Clever, but I question its practicality. But just cause I can't see its use doesn't mean there isn't one. Any good examples come to mind? Ones that wouldn't be trivial to code using exception handling or sentinel return values?

I have a love/hate relationship with both of them. Both have their flaws. But ultimately I hate return codes less than I hate exceptions.

Think hard about why we have them. What are the reasons for return codes and exceptions?

Most error codes are about input validation problems.

No, seriously, take a look at things like the C errno values. Almost all of them are for conditions that should have been validated but were not. Argument list too long, permission denied, file exists, not a directly, is a directory, file too large, too many links, name too long, directory not empty, out of range, etc. These are all things that could have been caught by validation, but instead of doing they rely on the system do to it for them, and it fails with an error code. The same is true for Windows system error codes. File name too long, disk full, process not found, no children to wait for, invalid format, label too long, segment already locked, and on and on. True the rest of them are things you might not easily detect, but many of them are just a case of not validating your data.
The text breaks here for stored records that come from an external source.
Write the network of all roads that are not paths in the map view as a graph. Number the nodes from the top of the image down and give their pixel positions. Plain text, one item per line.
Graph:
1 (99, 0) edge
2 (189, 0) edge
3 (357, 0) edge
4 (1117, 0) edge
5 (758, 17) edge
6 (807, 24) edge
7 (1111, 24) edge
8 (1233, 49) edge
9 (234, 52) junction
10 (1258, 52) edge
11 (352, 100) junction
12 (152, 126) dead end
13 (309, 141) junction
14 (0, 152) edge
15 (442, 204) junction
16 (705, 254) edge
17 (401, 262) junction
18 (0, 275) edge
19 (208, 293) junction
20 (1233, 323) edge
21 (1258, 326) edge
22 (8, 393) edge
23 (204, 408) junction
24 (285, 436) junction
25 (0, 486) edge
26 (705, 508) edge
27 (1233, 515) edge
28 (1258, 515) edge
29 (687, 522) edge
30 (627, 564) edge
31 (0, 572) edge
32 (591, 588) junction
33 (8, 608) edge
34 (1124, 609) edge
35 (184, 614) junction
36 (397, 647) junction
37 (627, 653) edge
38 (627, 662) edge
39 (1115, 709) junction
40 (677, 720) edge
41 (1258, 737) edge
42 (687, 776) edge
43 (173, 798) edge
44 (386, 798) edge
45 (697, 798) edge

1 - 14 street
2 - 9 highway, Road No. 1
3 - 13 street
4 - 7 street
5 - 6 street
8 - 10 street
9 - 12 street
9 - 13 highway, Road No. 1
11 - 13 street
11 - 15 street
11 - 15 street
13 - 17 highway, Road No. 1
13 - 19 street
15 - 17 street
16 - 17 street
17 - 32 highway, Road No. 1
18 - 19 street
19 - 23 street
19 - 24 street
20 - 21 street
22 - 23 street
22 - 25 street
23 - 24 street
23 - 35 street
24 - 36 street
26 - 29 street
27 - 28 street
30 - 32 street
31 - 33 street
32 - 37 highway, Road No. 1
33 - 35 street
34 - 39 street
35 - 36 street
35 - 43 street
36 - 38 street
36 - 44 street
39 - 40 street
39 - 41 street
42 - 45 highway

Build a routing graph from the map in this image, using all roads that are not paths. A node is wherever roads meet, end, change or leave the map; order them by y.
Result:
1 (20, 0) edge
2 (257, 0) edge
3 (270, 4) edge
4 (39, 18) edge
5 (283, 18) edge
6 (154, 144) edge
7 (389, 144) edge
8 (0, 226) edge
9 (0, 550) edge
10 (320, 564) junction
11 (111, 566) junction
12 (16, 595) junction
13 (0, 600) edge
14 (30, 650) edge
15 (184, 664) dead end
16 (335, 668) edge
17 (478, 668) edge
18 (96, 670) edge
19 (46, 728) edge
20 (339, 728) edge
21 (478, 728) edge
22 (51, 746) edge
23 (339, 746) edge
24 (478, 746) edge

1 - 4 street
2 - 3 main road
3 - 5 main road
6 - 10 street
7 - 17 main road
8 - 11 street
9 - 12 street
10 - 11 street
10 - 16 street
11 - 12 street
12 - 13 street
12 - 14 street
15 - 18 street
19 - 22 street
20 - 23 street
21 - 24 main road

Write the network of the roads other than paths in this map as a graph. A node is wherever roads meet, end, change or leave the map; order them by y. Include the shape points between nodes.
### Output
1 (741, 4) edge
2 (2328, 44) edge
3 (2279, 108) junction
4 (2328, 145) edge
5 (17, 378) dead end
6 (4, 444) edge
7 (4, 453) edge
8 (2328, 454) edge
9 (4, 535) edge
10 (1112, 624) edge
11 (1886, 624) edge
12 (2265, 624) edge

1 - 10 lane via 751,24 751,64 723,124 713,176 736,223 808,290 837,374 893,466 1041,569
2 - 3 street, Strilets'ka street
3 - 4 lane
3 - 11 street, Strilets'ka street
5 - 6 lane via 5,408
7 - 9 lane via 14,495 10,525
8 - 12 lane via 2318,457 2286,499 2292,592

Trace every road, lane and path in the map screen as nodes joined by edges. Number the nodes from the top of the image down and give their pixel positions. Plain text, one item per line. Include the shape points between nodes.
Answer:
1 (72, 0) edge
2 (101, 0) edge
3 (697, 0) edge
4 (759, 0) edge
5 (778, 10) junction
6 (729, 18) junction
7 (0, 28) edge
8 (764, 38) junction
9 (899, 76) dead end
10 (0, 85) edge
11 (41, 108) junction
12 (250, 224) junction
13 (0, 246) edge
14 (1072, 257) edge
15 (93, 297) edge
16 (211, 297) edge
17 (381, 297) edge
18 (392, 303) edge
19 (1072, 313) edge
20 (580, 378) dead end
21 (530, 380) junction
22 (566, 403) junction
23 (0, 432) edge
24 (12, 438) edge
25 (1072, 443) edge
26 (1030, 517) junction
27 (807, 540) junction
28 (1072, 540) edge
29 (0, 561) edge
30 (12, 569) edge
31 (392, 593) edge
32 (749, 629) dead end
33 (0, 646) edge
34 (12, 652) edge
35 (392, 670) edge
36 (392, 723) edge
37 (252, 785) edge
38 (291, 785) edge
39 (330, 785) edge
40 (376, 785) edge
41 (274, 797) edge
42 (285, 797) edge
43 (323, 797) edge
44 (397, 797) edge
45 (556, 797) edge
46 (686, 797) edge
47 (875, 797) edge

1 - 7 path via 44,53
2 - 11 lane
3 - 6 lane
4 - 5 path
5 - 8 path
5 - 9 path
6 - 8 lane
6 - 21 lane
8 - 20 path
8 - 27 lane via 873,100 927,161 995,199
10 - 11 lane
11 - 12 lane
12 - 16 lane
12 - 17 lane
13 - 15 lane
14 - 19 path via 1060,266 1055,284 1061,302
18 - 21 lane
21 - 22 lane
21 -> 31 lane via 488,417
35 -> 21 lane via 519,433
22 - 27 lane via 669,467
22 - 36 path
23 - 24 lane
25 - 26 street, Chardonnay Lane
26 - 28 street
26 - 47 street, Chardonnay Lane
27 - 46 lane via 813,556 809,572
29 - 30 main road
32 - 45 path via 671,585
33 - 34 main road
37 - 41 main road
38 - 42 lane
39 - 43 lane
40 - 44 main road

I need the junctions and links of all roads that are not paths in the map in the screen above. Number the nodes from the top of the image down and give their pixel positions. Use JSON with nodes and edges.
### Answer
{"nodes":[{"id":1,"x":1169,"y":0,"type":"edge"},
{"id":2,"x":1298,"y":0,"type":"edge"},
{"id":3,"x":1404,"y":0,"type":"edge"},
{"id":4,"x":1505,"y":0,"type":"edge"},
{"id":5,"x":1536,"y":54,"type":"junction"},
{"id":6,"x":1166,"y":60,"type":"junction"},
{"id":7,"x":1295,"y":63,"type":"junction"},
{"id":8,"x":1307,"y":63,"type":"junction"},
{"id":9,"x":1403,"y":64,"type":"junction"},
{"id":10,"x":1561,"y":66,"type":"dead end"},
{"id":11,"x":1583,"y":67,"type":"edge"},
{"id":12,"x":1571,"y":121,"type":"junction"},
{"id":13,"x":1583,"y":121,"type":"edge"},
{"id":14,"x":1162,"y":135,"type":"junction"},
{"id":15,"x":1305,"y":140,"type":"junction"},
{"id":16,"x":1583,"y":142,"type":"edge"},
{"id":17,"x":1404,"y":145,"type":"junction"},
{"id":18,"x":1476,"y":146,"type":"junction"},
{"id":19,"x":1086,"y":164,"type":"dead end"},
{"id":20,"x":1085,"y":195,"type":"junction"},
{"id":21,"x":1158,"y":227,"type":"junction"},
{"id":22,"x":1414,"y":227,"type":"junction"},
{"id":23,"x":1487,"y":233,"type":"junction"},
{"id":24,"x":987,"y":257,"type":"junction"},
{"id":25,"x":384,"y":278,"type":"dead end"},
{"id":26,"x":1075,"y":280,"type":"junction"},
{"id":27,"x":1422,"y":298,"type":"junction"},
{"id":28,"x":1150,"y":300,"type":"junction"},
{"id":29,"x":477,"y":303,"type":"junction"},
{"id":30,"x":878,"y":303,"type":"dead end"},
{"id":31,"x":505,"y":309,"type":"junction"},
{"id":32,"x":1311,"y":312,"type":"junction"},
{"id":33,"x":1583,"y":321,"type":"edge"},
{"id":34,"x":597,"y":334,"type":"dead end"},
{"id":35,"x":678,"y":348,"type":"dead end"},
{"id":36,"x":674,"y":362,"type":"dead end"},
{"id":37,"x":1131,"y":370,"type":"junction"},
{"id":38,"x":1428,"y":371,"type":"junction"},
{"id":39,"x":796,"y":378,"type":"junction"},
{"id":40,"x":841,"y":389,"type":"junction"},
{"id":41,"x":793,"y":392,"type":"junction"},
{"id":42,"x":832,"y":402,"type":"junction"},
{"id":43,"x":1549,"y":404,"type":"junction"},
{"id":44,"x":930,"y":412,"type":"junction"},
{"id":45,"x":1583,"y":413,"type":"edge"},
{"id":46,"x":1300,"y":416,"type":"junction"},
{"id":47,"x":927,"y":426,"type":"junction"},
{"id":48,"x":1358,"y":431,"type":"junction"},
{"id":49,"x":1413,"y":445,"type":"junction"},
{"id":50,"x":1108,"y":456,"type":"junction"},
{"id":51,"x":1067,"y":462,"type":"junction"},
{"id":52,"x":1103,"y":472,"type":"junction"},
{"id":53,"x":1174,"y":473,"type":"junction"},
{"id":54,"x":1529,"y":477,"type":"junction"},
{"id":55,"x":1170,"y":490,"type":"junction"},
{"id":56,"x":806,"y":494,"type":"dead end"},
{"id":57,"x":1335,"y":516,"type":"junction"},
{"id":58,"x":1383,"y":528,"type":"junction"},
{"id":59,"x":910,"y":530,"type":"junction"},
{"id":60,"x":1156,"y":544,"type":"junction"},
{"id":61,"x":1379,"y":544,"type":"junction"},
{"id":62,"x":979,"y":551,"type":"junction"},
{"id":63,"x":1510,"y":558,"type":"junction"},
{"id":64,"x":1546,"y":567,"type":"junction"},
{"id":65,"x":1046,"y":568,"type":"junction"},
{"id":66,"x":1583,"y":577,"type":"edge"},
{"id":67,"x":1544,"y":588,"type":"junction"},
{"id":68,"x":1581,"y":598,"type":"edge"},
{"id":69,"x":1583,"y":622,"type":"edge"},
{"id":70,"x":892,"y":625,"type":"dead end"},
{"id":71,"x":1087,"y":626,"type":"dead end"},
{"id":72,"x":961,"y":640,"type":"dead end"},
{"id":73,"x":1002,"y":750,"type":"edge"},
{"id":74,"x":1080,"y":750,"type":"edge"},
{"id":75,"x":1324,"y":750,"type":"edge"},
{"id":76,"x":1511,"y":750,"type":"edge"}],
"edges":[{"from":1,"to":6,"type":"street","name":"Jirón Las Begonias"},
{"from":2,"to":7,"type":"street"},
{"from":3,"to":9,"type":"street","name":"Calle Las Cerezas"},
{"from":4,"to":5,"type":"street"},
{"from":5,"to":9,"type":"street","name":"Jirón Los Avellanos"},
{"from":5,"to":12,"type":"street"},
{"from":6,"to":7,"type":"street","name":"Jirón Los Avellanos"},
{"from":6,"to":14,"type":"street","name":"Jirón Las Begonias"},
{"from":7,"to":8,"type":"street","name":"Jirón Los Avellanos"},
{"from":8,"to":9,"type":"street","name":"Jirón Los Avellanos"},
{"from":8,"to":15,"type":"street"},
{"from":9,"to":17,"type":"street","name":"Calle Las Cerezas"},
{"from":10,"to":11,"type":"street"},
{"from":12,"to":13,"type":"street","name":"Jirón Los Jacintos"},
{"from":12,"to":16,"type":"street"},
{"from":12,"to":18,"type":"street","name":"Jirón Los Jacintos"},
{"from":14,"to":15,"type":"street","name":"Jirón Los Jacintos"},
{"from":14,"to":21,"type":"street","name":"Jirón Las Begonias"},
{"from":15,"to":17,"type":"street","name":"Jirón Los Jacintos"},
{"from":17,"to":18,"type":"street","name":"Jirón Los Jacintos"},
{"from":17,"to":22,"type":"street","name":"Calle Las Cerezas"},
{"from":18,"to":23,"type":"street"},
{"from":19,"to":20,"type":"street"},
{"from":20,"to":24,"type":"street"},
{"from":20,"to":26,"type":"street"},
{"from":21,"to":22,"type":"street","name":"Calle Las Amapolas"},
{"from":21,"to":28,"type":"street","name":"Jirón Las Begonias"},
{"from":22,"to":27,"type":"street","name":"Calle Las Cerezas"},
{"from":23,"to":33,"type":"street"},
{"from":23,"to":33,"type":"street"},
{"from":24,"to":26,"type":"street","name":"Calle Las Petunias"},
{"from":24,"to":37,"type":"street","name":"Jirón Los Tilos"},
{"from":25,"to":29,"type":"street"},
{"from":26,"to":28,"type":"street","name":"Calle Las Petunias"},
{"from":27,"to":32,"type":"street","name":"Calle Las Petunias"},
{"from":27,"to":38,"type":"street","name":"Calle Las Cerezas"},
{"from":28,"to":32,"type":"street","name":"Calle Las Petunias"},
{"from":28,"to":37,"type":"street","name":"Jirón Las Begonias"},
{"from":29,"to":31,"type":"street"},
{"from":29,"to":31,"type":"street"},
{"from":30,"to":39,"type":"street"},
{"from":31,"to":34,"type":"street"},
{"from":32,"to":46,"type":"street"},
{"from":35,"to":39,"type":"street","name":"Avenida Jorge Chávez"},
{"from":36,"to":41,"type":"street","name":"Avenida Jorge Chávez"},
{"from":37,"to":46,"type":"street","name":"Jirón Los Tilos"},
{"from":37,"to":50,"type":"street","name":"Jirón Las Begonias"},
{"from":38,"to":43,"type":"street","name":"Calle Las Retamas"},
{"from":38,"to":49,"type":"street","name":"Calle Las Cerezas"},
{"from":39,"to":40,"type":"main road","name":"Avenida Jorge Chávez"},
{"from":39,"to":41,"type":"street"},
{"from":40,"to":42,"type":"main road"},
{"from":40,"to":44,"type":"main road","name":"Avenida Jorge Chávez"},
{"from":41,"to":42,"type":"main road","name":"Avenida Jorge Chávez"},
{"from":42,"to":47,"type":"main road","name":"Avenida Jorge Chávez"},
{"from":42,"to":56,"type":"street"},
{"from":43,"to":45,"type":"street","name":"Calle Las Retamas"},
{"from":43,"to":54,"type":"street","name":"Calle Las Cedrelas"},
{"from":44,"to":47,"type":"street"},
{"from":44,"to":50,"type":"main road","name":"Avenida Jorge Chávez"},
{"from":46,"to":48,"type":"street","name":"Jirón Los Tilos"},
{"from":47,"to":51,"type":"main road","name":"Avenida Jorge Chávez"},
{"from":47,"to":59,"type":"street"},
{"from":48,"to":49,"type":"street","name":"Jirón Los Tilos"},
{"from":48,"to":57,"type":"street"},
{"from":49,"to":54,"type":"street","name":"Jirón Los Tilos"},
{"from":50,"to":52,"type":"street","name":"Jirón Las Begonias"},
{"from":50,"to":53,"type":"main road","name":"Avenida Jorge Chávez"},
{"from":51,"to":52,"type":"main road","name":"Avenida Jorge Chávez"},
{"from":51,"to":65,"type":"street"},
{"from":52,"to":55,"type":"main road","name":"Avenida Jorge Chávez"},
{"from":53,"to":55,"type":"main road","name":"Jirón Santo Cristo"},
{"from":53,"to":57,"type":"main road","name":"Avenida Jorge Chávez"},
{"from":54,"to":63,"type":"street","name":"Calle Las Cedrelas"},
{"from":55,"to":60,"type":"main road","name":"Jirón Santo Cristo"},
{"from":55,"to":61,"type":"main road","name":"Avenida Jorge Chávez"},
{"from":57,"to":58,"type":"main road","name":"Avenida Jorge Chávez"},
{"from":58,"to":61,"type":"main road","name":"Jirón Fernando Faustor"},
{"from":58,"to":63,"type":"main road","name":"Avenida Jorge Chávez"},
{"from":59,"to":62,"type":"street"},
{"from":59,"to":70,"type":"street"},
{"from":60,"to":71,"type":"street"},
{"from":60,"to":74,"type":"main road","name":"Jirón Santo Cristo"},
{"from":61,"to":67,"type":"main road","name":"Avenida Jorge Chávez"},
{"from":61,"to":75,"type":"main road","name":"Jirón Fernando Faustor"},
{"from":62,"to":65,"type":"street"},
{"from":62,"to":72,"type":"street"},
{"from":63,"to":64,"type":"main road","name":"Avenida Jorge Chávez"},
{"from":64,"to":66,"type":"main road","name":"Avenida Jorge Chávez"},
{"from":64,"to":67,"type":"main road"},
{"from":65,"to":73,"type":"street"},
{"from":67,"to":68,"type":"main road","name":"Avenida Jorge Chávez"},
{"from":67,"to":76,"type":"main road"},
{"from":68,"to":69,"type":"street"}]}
So if you just validate your data you will solve the vast majority of your error conditions. Liberally cover the top of your functions with asserts to let programmers know they failed at the basic task of validating their inputs. Most of the time you don't need either exceptions or sentinel return values, just validate your own data.

Next, even though exceptions can provide additional information closer to the source of the error, they degrade back to error codes. Exceptions do provide graceful handling of a few things -- such as errors during a constructor (although that is very bad, write c'tors and d'tors to never throw or else never create an array) -- but they also lack grace in many situations by adding a large amount of error handling code and adding invisible exit points at every function call and operation. Also when an exception must cross a boundary -- such as a library boundary -- the exception invariably gets converted into a sentinel return value.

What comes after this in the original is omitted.